Figure 4 Changes in relative CMAP velocity as a function of relative CMAP amplitude. In each case, relative CMAP values are derived from the raw measured values of that parameter by dividing the raw values by the mean value of the given parameter in the baseline (more ...)
Changes in relative CMAP duration as a function of relative CMAP amplitude.
An examination of the behavior of individual nerves shows that the CMAP amplitude returns to baseline or above in 9/16 nerves in the recovery period after the 1st compression (20 g) while 16/16 achieved amplitudes >30% of baseline. After the 2nd (80 g) compression, only 4/16 nerves returned to baseline amplitude and 10/16 reached amplitudes greater than 30% of baseline. After the 3rd compression, during which the tension was adjusted to make the CMAP disappear, 0/14 nerves achieved an amplitude >30% of baseline during the recovery period. Thus, the ability to recover is better after compressions that cause smaller declines in CMAP amplitude. Despite the minor changes seen in velocity, only 44% of nerves recovered to equal or better velocity after the 1st compression at 20 g, 29% after the 2nd compression at 80 g and 0% after the final compression.

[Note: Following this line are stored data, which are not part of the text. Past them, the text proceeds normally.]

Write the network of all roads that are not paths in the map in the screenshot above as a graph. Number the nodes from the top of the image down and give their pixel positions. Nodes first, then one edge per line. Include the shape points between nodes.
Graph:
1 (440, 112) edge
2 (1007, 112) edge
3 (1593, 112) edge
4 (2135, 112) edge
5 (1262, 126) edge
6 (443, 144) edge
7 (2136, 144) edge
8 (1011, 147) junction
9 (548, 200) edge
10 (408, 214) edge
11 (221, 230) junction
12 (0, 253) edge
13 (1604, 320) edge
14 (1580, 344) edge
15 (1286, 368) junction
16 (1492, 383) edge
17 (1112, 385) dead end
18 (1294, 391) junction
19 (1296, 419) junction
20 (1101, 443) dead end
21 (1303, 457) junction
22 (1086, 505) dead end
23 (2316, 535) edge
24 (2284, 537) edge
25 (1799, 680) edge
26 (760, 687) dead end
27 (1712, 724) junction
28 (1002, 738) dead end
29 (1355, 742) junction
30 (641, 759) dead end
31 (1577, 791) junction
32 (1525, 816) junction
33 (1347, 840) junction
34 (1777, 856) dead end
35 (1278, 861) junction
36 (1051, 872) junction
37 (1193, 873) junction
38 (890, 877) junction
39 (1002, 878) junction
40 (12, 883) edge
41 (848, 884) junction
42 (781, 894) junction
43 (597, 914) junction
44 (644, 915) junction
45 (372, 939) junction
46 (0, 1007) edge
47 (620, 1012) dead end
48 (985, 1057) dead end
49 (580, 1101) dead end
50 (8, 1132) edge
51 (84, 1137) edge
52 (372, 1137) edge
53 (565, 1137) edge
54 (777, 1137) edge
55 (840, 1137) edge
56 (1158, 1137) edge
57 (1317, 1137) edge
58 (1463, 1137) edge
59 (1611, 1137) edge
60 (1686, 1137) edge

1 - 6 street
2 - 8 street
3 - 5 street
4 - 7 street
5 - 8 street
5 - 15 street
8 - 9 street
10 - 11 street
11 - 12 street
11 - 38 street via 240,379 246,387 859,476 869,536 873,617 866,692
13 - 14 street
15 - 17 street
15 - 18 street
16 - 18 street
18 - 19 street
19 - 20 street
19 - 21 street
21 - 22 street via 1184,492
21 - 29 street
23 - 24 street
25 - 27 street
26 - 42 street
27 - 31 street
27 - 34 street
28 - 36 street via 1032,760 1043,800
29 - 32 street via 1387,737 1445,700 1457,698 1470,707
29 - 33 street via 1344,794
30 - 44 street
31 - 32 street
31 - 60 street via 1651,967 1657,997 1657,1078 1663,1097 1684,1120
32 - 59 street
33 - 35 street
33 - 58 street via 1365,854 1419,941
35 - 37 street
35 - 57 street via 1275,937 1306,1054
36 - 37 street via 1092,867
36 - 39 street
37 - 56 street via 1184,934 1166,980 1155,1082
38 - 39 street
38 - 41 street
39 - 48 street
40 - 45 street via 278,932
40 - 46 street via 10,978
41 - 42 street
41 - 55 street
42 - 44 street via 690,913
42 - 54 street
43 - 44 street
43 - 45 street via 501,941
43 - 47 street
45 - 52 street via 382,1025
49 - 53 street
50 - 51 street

In order to determine if the degree of CMAP amplitude reduction during low level compression predicted the degree of CMAP reduction with higher level compression, a Spearman rank correlations is performed. The degree of reduction in the CMAP amplitude during the 1st compression to 20 g is positively and significantly correlated with the CMAP amplitude during the 2nd compression to 80 g (Spearman R = 0.5, p < .05) However, there is no significant relation between the reduction in amplitude during the 1st compression and the CMAP amplitude during recovery from 80 g compression (Spearman R = 0.275, p > .05). There is also no significant correlation between the CMAP amplitude reduction during the 1st compression and CMAP amplitude reduction during the final recovery. The degree of reduction in velocity during the 1st compression is positively correlated (Spearman R = 0.77, p < .01) with the degree of velocity reduction during the 2nd compression but not with velocity during the recovery period. On the other hand, there are positive but statistically insignificant correlations between the changes in velocity during the 1st compression to 20 g and the amplitude reductions during the 2nd compression to 80 g.

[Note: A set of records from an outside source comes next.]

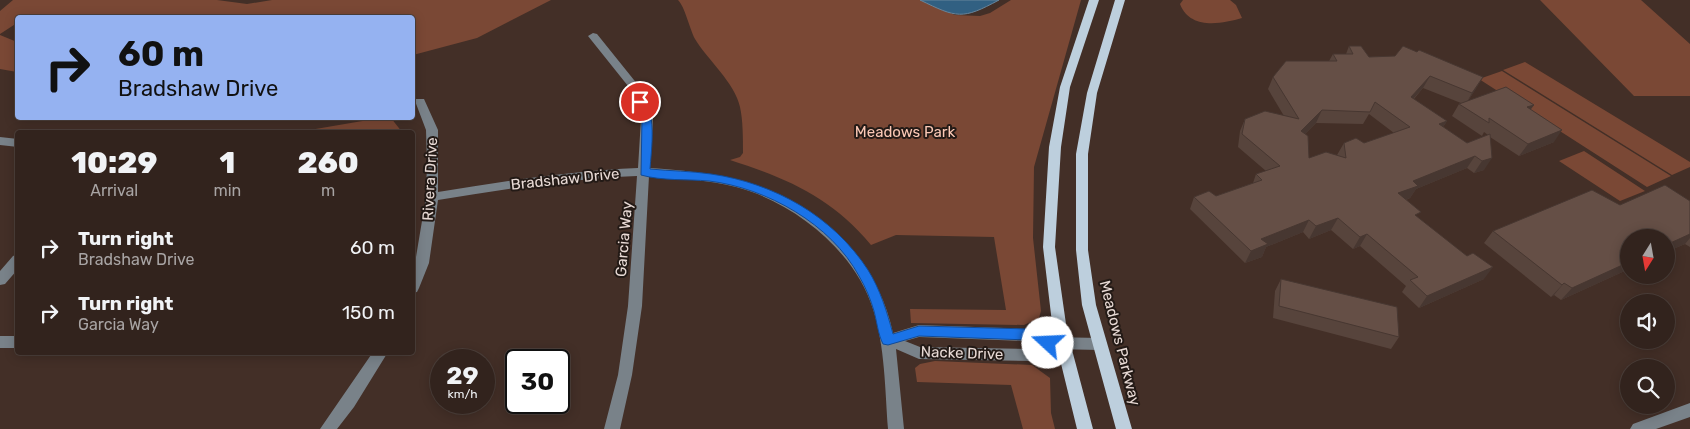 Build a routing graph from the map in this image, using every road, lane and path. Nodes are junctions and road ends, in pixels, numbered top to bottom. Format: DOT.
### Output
graph roads {
  1 [pos="1094,0"];
  2 [pos="1120,0"];
  3 [pos="593,36"];
  4 [pos="420,101"];
  5 [pos="0,141"];
  6 [pos="15,143"];
  7 [pos="645,172"];
  8 [pos="432,197"];
  9 [pos="15,262"];
  10 [pos="0,280"];
  11 [pos="415,280"];
  12 [pos="888,340"];
  13 [pos="0,342"];
  14 [pos="15,342"];
  15 [pos="1056,343"];
  16 [pos="1100,344"];
  17 [pos="379,355"];
  18 [pos="1690,410"];
  19 [pos="328,429"];
  20 [pos="612,429"];
  21 [pos="896,429"];
  22 [pos="1085,429"];
  23 [pos="1124,429"];
  24 [pos="1638,429"];
  1 -- 15 [label="main road"];
  2 -- 16 [label="main road, Meadows Parkway"];
  3 -- 7 [label="street, Garcia Way"];
  4 -- 8 [label="street, Rivera Drive"];
  5 -- 6 [label="street"];
  7 -- 8 [label="street, Bradshaw Drive"];
  7 -- 12 [label="street, Bradshaw Drive"];
  7 -- 20 [label="street, Garcia Way"];
  8 -- 11 [label="street, Rivera Drive"];
  9 -- 10 [label="street"];
  12 -- 15 [label="street, Nacke Drive"];
  12 -- 15 [label="street, Nacke Drive"];
  12 -- 21 [label="street, Bradshaw Drive"];
  13 -- 14 [label="street"];
  15 -- 16 [label="street"];
  15 -- 22 [label="main road"];
  16 -- 23 [label="main road, Meadows Parkway"];
  17 -- 19 [label="street"];
  18 -- 24 [label="street"];
}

Trains of spontaneous EMG activity are more commonly recorded when the CMAP amplitude is significantly reduced from baseline. The normalized CMAP amplitude when there was no spontaneous EMG activity was 0.657 while the mean amplitude was 0.36 when spontaneous EMG activity was seen (t = -2.65, p < .01, N = 3897). The CMAP duration was also shorter when spontaneous EMG was recorded (0.989 vs 0.82 p < .01 t = -2.65, N = 3897) than when it was not. There was no effect of the rate of CMAP change on the appearance of spontaneous EMG activity.